What a thrill to see these fabulous animals in the North Atlantic!

Finback whales

Finback whale

Finback whales are around 85 feet long

Finbacks are the world’s second largest whales after blue whales – and they are frequently sighted off the Maine coast.

They are huge mammals, reaching around 85 feet in length – the size of  a two and a half double-decker buses. They can live to the age of 80-90 years.

It’s hard to believe that in earlier centuries people hunted these fabulous creatures and nearly drove them to extinction. Commercial hunting in the North Atlantic ended only in 1986. Remember the ‘Save the Whales’ campaigns?

Today we’re hunting whales to watch these spectacular creatures in their natural habitat.

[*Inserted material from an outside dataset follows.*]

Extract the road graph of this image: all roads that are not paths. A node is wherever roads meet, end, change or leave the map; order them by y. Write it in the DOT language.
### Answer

After a long while tracking them, our cruise was over and it was time to go home.

As we headed back to the harbour a pod of dolphins played in the boat’s slipstream, enjoying the adrenalin rush they were getting from the disturbed waters.

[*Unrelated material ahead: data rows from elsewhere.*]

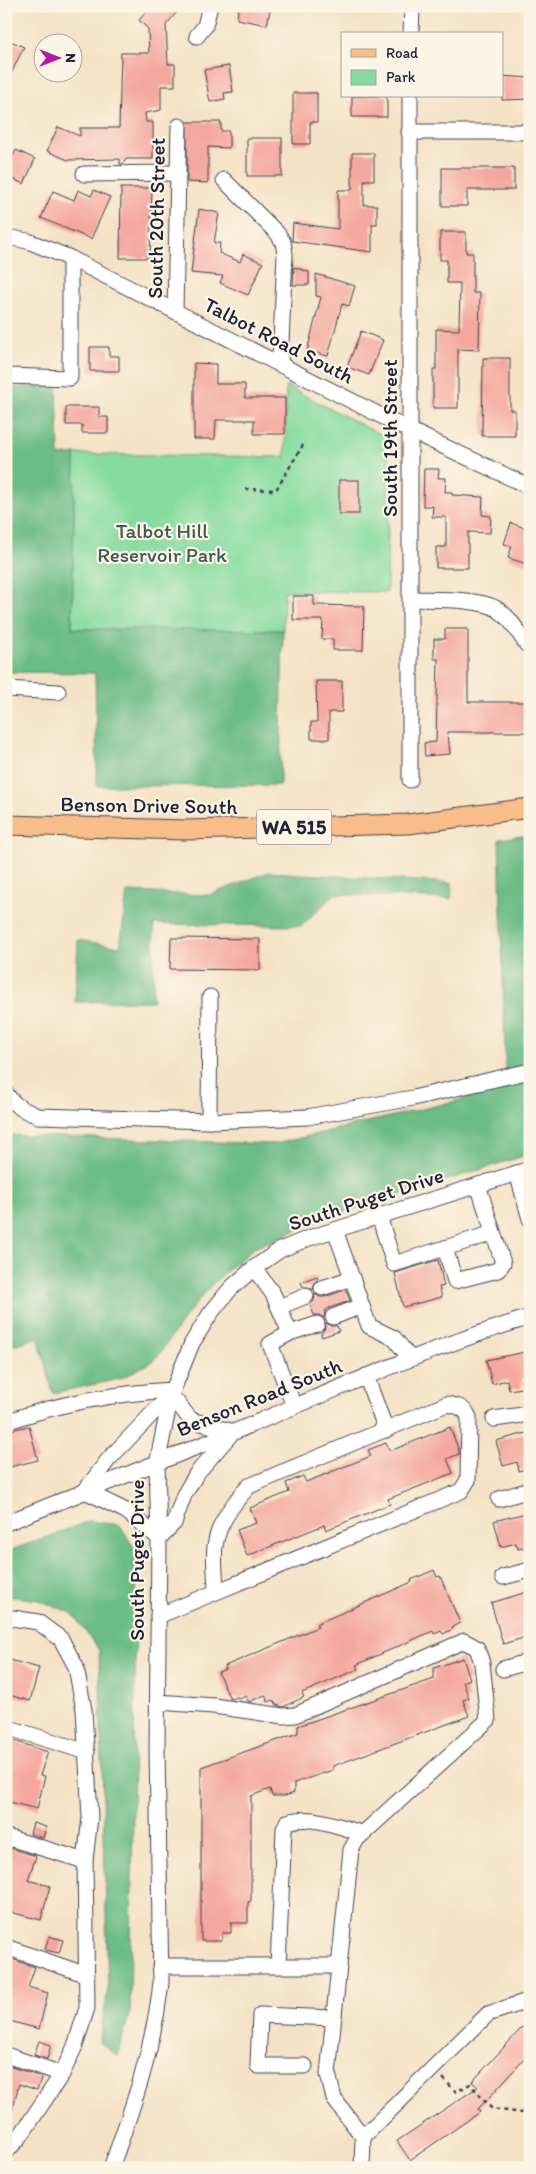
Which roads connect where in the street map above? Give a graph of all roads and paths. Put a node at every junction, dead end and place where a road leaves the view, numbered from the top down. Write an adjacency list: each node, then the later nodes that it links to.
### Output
1 (210, 6): 4 (street)
2 (412, 6): 3 (street)
3 (411, 32)
4 (197, 36)
5 (410, 98): 7 (street, South 19th Street)
6 (179, 126): 9 (street, South 20th Street)
7 (409, 132): 8 (street); 17 (street, South 19th Street)
8 (530, 132)
9 (178, 172): 10 (street); 14 (street, South 20th Street)
10 (84, 174)
11 (224, 180): 15 (street)
12 (6, 237): 13 (street, Talbot Road South)
13 (70, 258): 14 (street, Talbot Road South); 16 (street)
14 (175, 311): 15 (street, Talbot Road South)
15 (280, 365): 17 (street, Talbot Road South)
16 (6, 376)
17 (411, 431): 19 (street, Talbot Road South); 21 (street, South 19th Street)
18 (303, 445): 20 (path)
19 (530, 487)
20 (245, 490)
21 (411, 599): 22 (street); 25 (street, South 19th Street)
22 (527, 645)
23 (6, 689): 24 (street)
24 (58, 692)
25 (410, 780)
26 (530, 808): 27 (main road, Benson Drive South / WA 515)
27 (6, 826)
28 (210, 997): 31 (street)
29 (530, 1072): 31 (street)
30 (6, 1093): 31 (street)
31 (209, 1120)
32 (523, 1171): 33 (street, South Puget Drive); 35 (street)
33 (478, 1185): 34 (street, South Puget Drive); 37 (street)
34 (379, 1216): 36 (street, South Puget Drive); 38 (street)
35 (530, 1219)
36 (335, 1230): 39 (street, South Puget Drive); 40 (street)
37 (493, 1233): 38 (street); 38 (street)
38 (445, 1248)
39 (254, 1268): 44 (street); 51 (street, South Puget Drive)
40 (352, 1278): 41 (street); 43 (street)
41 (322, 1288)
42 (306, 1296): 44 (street)
43 (362, 1306): 45 (street); 49 (street)
44 (279, 1307): 48 (street)
45 (333, 1317)
46 (530, 1317): 49 (street, Benson Road South)
47 (317, 1324): 48 (street)
48 (290, 1333): 52 (street)
49 (410, 1358): 50 (street, Benson Road South)
50 (366, 1376): 52 (street, Benson Road South); 56 (street)
51 (172, 1392): 55 (street); 57 (street); 58 (street, South Puget Drive); 60 (street)
52 (294, 1406): 57 (street, Benson Road South)
53 (530, 1414): 54 (street)
54 (494, 1419)
55 (6, 1422)
56 (386, 1430): 66 (street); 66 (street)
57 (234, 1432): 58 (street, Benson Road South); 63 (street)
58 (157, 1464): 60 (street, Benson Road South); 63 (street, South Puget Drive)
59 (530, 1490): 61 (street)
60 (85, 1491): 62 (street, Benson Road South); 63 (street)
61 (499, 1499)
62 (6, 1523)
63 (158, 1538): 67 (street, South Puget Drive)
64 (530, 1570): 65 (street)
65 (504, 1577)
66 (216, 1592): 67 (street)
67 (158, 1616): 71 (street, South Puget Drive)
68 (6, 1617): 73 (street)
69 (530, 1661): 70 (street)
70 (504, 1669)
71 (158, 1702): 74 (street); 78 (street, South Puget Drive)
72 (6, 1727): 73 (street)
73 (87, 1752): 76 (street)
74 (364, 1834): 79 (street); 80 (street)
75 (6, 1837): 76 (street)
76 (85, 1861): 81 (street)
77 (6, 1948): 81 (street)
78 (160, 1966): 79 (street); 91 (street, South Puget Drive)
79 (278, 1966): 80 (street)
80 (339, 1966): 83 (street)
81 (87, 1975): 87 (street)
82 (530, 2000): 86 (street)
83 (334, 2018): 85 (street); 89 (street)
84 (6, 2055): 87 (street)
85 (305, 2066)
86 (434, 2067): 88 (path); 89 (street)
87 (62, 2074): 90 (street)
88 (530, 2114)
89 (363, 2137): 92 (street)
90 (6, 2152)
91 (111, 2168)
92 (362, 2168)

On the return leg, there were yet more seals and some incredible sea birds plus an osprey sitting on its nest near the entrance to the harbour.

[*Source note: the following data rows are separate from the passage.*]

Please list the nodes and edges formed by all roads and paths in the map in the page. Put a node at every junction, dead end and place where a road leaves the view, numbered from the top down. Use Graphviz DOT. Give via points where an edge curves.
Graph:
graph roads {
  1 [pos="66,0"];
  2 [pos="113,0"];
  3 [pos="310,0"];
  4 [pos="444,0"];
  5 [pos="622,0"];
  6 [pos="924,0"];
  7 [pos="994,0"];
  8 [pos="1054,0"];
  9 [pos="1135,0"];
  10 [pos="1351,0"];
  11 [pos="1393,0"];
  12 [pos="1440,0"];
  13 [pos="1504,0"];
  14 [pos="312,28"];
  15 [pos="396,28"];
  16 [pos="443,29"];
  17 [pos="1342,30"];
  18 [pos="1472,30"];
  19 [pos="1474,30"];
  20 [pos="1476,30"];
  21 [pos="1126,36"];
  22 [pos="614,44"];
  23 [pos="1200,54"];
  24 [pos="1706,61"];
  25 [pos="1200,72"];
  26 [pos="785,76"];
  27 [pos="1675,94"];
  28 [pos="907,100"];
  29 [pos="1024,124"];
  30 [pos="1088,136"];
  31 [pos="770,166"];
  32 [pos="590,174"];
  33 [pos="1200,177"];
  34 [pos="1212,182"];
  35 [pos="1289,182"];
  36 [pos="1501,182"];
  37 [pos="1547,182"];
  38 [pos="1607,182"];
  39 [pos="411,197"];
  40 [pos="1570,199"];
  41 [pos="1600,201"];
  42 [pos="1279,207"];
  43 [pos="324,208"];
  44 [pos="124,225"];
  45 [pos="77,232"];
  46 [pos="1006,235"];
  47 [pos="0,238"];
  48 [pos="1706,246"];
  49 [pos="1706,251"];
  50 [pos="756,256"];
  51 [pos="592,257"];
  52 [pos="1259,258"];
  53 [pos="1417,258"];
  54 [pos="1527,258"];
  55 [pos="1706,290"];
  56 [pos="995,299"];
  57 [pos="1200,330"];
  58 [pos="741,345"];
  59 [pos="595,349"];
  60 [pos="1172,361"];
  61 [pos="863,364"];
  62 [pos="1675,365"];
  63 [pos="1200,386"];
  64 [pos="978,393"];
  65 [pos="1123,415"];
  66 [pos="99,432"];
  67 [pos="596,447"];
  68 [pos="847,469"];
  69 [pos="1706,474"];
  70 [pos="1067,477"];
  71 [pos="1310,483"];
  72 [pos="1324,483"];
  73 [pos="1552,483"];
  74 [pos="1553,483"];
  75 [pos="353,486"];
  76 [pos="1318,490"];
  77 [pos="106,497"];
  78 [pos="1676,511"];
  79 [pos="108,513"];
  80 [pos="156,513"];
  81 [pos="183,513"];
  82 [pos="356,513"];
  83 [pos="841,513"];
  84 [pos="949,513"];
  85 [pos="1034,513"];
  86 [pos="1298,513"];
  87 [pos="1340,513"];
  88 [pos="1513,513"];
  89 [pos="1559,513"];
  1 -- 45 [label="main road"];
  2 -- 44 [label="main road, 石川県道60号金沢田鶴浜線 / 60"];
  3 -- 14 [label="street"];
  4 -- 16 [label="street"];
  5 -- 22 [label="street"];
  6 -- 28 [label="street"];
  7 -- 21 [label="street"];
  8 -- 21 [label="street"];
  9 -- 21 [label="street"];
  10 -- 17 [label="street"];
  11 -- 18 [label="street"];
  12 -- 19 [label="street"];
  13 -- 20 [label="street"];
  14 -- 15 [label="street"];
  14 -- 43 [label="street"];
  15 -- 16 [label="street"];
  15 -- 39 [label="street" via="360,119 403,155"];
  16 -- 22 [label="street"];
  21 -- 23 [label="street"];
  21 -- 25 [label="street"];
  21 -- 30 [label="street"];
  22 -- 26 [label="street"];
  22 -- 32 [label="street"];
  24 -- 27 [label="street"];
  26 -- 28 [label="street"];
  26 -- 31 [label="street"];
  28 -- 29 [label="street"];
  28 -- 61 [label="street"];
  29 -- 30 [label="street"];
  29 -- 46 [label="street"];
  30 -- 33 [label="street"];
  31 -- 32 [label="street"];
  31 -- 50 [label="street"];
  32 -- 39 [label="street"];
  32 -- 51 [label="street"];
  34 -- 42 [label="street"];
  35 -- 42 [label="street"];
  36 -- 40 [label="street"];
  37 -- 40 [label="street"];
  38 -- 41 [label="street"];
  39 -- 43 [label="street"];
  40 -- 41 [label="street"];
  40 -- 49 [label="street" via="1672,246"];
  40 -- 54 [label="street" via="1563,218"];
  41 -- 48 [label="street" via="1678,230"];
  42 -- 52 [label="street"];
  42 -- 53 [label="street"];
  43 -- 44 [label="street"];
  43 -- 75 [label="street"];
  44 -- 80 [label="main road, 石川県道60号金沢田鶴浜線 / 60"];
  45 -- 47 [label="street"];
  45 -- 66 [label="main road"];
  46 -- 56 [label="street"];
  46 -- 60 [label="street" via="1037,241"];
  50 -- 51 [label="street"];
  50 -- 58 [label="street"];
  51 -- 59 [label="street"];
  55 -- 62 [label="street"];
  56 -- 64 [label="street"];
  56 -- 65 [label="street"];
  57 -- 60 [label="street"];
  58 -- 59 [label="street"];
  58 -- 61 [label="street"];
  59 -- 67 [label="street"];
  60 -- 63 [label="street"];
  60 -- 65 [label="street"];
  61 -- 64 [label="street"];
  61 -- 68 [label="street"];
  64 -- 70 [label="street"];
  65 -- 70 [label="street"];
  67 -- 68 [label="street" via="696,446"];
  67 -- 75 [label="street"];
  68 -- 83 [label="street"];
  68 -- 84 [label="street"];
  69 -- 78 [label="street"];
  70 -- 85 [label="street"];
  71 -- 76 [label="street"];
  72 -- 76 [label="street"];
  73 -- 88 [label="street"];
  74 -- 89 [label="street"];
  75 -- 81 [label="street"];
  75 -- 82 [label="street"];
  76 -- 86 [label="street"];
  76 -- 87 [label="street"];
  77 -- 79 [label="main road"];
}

But the highlight had been watching the whales. What a show they put on – and how incredible these huge mammals are when you see them up close!

Tammy’s top whale watching tips

Boothbay Harbor whale trip

On the deck – The Pink Lady whale boat

Boothbay Harbour is in mid Maine, New England, USA. Our trip was organised by the excellent Cap ‘n Fish who run boat trips several times a day including two whale watching trips in the early morning and afternoon.

The trips cost around £35 per person ($54) and take around 3.5 hours. Buy a ticket on the day or book in advance during the holiday season by phone. The company also has several kiosk sales points along the main trawl of Boothbay Harbor.

The boats are a decent size so they’re reasonably stable, if your sea legs aren’t too great. There’s also a small bar, cafe and a toilet on board.  There’s a choice of seating on the open deck or you can opt to go under cover inside the boat.

As well as Finback and Humpback whales also look for the smaller Minke Whales and Basking Sharks on your excursion.

Whale

Whale watching on the St Lawrence estuary

Other good whale watching spots in Maine include Bar Harbor on Mount Desert Island where you can catch a whale watching catamaran from the main waterfront.

Further up the Maine coast near Campobello Island there are also whale watching trips from the Head Harbor Wharf back on the mainland.

In Massachusetts there are whale watching trips out of Provincetown on Cape Cod with views of the mammals breaching and spouting almost guaranteed.

Be aware that some whale watching trips can get cancelled during bad weather so try to pick a calm and clear day. Avoid misty and dull days with poor visibility. Pick your time of year – May to October is the viewing season in Maine.

Tammy whale watching in Canada

Tammy whale watching in Canada

Elsewhere in North America there’s great whale watching in the following places:

  • Washington Stage, Oregon – Killer Whales are the big draw here between April-October.
  • British Columbia, Canada – great territory for Killer Whales off Vancouver Island in the summer.
  • Saguenay National Park, Quebec – watch Beluga Whales from the land as they swim in the fjord.
  • St Lawrence river estuary, Canada – boat and dinghy trips run from Tadoussac or look out for the whales on the ferry crossing between Tadoussac and the southern mainland. We saw about 12-14 whales on a single dinghy trip.
  • Alaska – trips run into the Gulf of Alaska and Inside Passage with the best viewing in the spring.
  • Hawaii – great whale spotting opportunities between October-May around the West Maui channel.

Wear sensible clothes and a hat as it’s easy to get sunburned or cold on a boat once you’re out on the open seas – remember that  weather conditions can be changeable.

Tammy in hat

Don’t forget a hat!

Don’t forget to take binoculars and a camera with a zoom lens.  I was amazed how few people had binoculars and looked at mine with envy!

Look for tell-tales signs of whales – blow flumes, disturbed waters, fins… Birds feeding on krill (small fish) on the water may indicate that whales are nearby as both like eating the same dinner.

Do your homework and go with a reputable boat company who know their whales. Their guided and knowledgeable commentary will help you get the most from your trip.